▶ [Provided entries]:
[Start of section]

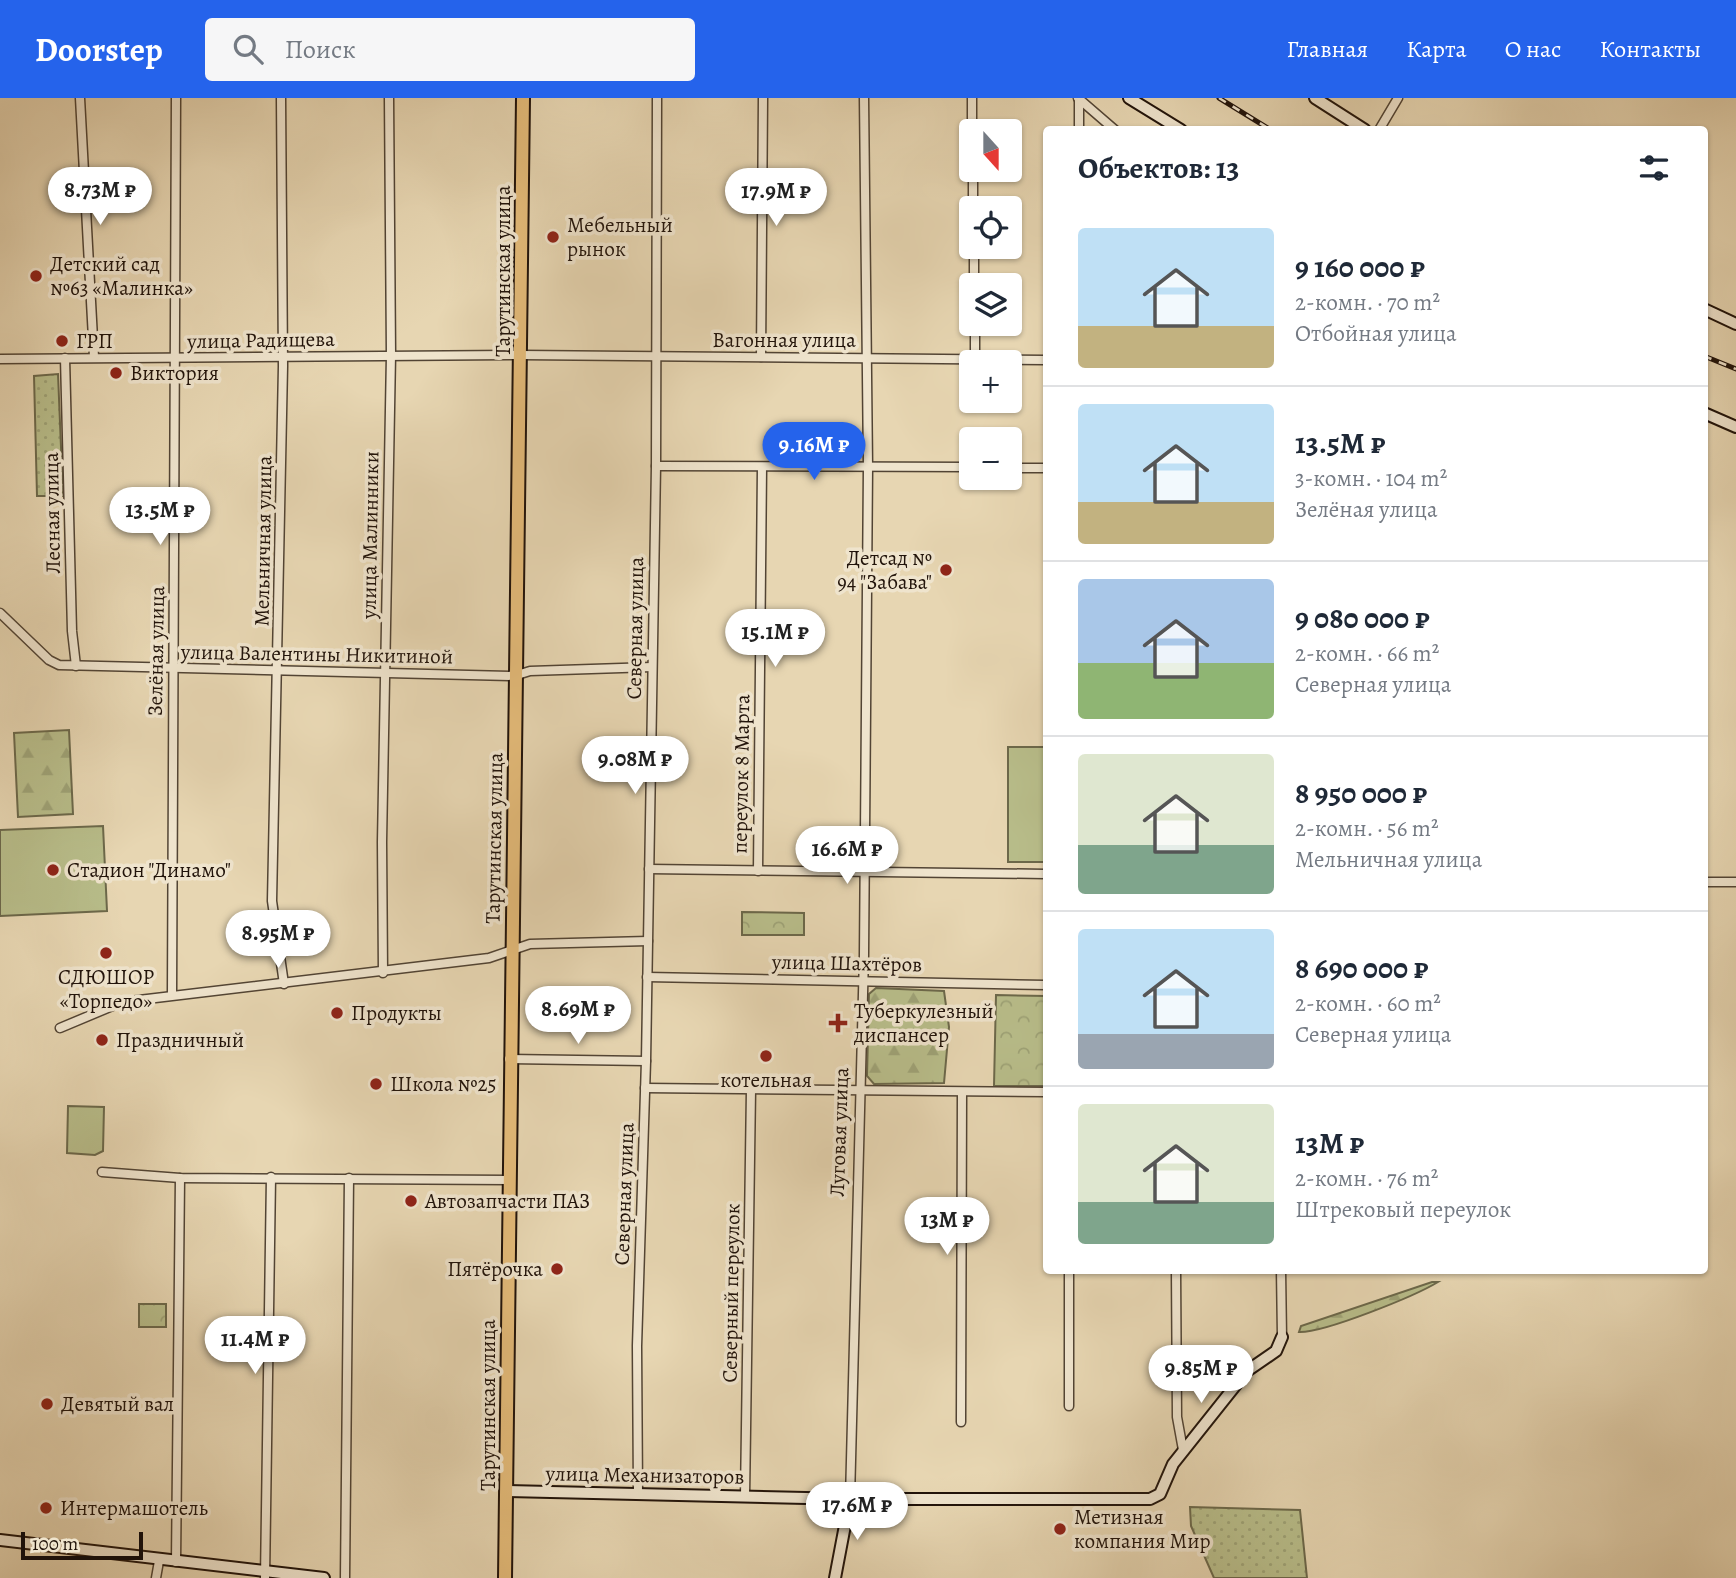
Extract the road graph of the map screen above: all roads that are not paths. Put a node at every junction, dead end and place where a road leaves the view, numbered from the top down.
1 (80, 98) edge
2 (176, 98) edge
3 (281, 98) edge
4 (389, 98) edge
5 (523, 98) edge
6 (657, 98) edge
7 (763, 98) edge
8 (864, 98) edge
9 (972, 98) edge
10 (1079, 98) edge
11 (1129, 98) edge
12 (1315, 98) edge
13 (1398, 98) edge
14 (972, 119) edge
15 (1079, 126) edge
16 (1110, 126) edge
17 (1174, 126) edge
18 (1359, 126) edge
19 (1381, 126) edge
20 (1708, 311) edge
21 (1736, 324) edge
22 (391, 355) junction
23 (522, 355) junction
24 (94, 357) junction
25 (282, 357) junction
26 (655, 357) junction
27 (761, 357) junction
28 (65, 358) junction
29 (177, 358) junction
30 (867, 358) junction
31 (0, 359) edge
32 (959, 359) edge
33 (1022, 360) edge
34 (1043, 360) edge
35 (1708, 415) edge
36 (1736, 427) edge
37 (656, 467) junction
38 (762, 467) junction
39 (868, 467) junction
40 (959, 467) edge
41 (1022, 468) edge
42 (1043, 468) edge
43 (0, 613) edge
44 (76, 666) junction
45 (652, 667) junction
46 (173, 669) junction
47 (278, 670) junction
48 (384, 672) junction
49 (514, 676) junction
50 (649, 869) junction
51 (758, 870) junction
52 (864, 872) junction
53 (1043, 874) edge
54 (1708, 882) edge
55 (1736, 883) edge
56 (648, 941) junction
57 (511, 952) junction
58 (383, 973) junction
59 (647, 977) junction
60 (863, 981) junction
61 (284, 984) junction
62 (1043, 985) edge
63 (172, 995) junction
64 (60, 1028) dead end
65 (509, 1059) junction
66 (646, 1061) junction
67 (645, 1088) junction
68 (751, 1090) junction
69 (859, 1091) junction
70 (962, 1091) junction
71 (1043, 1092) edge
72 (102, 1172) dead end
73 (271, 1177) junction
74 (180, 1178) junction
75 (349, 1178) junction
76 (509, 1180) junction
77 (1069, 1274) edge
78 (1176, 1274) edge
79 (1281, 1274) edge
80 (1282, 1337) joint
81 (1069, 1406) dead end
82 (961, 1422) dead end
83 (1183, 1450) junction
84 (507, 1491) junction
85 (638, 1494) junction
86 (745, 1496) junction
87 (850, 1499) junction
88 (0, 1541) edge
89 (159, 1561) junction
90 (176, 1562) junction
91 (266, 1574) edge
92 (156, 1578) edge
93 (324, 1578) edge
94 (345, 1578) edge
95 (505, 1578) edge
96 (835, 1578) edge

1 - 24 street
2 - 29 street, Зелёная улица
3 - 25 street, Мельничная улица
4 - 22 street, улица Малинники
5 - 23 main road, Тарутинская улица
6 - 26 street, Северная улица
7 - 27 street
8 - 30 street, Луговая улица
9 - 14 street
10 - 15 street
10 - 16 street
11 - 17 street
12 - 18 street
13 - 19 street
20 - 21 street
22 - 23 street, улица Радищева
22 - 25 street, улица Радищева
22 - 48 street, улица Малинники
23 - 26 street, Вагонная улица
23 - 49 main road, Тарутинская улица
24 - 28 street, улица Радищева
24 - 29 street, улица Радищева
25 - 29 street, улица Радищева
25 - 47 street, Мельничная улица
26 - 27 street, Вагонная улица
26 - 37 street, Северная улица
27 - 30 street, Вагонная улица
28 - 31 street, улица Радищева
28 - 44 street, Лесная улица
29 - 46 street, Зелёная улица
30 - 32 street, Вагонная улица
30 - 39 street, Луговая улица
33 - 34 street, Вагонная улица
35 - 36 street
37 - 38 street
37 - 45 street, Северная улица
38 - 39 street
38 - 51 street, переулок 8 Марта
39 - 40 street
39 - 52 street, Луговая улица
41 - 42 street
43 - 44 street, улица Валентины Никитиной
44 - 46 street, улица Валентины Никитиной
45 - 49 street, улица Валентины Никитиной
45 - 50 street, Северная улица
46 - 47 street, улица Валентины Никитиной
46 - 63 street, Зелёная улица
47 - 48 street, улица Валентины Никитиной
47 - 61 street, Мельничная улица
48 - 49 street, улица Валентины Никитиной
48 - 58 street, улица Малинники
49 - 57 main road, Тарутинская улица
50 - 51 street
50 - 56 street, Северная улица
51 - 52 street
52 - 53 street
52 - 60 street, Луговая улица
54 - 55 street
56 - 57 street
56 - 59 street, Северная улица
57 - 58 street
57 - 65 main road, Тарутинская улица
58 - 61 street
59 - 60 street, улица Шахтёров
59 - 66 street, Северная улица
60 - 62 street, улица Шахтёров
60 - 69 street, Луговая улица
61 - 63 street
63 - 64 street
65 - 66 street
65 - 76 main road, Тарутинская улица
66 - 67 street, Северная улица
67 - 68 street
67 - 85 street, Северная улица
68 - 69 street
68 - 86 street, Северный переулок
69 - 70 street
69 - 87 street, Луговая улица
70 - 71 street
70 - 82 street
72 - 74 street
73 - 74 street
73 - 75 street
73 - 91 street
74 - 90 street
75 - 76 street
75 - 94 street
76 - 84 main road, Тарутинская улица
77 - 81 street
78 - 83 street
79 - 80 street
80 - 83 street
83 - 87 street, улица Механизаторов
84 - 85 street, улица Механизаторов
84 - 95 main road, Тарутинская улица
85 - 86 street, улица Механизаторов
86 - 87 street, улица Механизаторов
87 - 96 street, Луговая улица
88 - 89 street
89 - 90 street
89 - 92 street
90 - 91 street
91 - 93 street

[End of section]

▶ [Aim of the exercise]:
Search the entries for the word "Радищева". Copy every line where it occurs.

▶ [Your response]:
22 - 23 street, улица Радищева
22 - 25 street, улица Радищева
24 - 28 street, улица Радищева
24 - 29 street, улица Радищева
25 - 29 street, улица Радищева
28 - 31 street, улица Радищева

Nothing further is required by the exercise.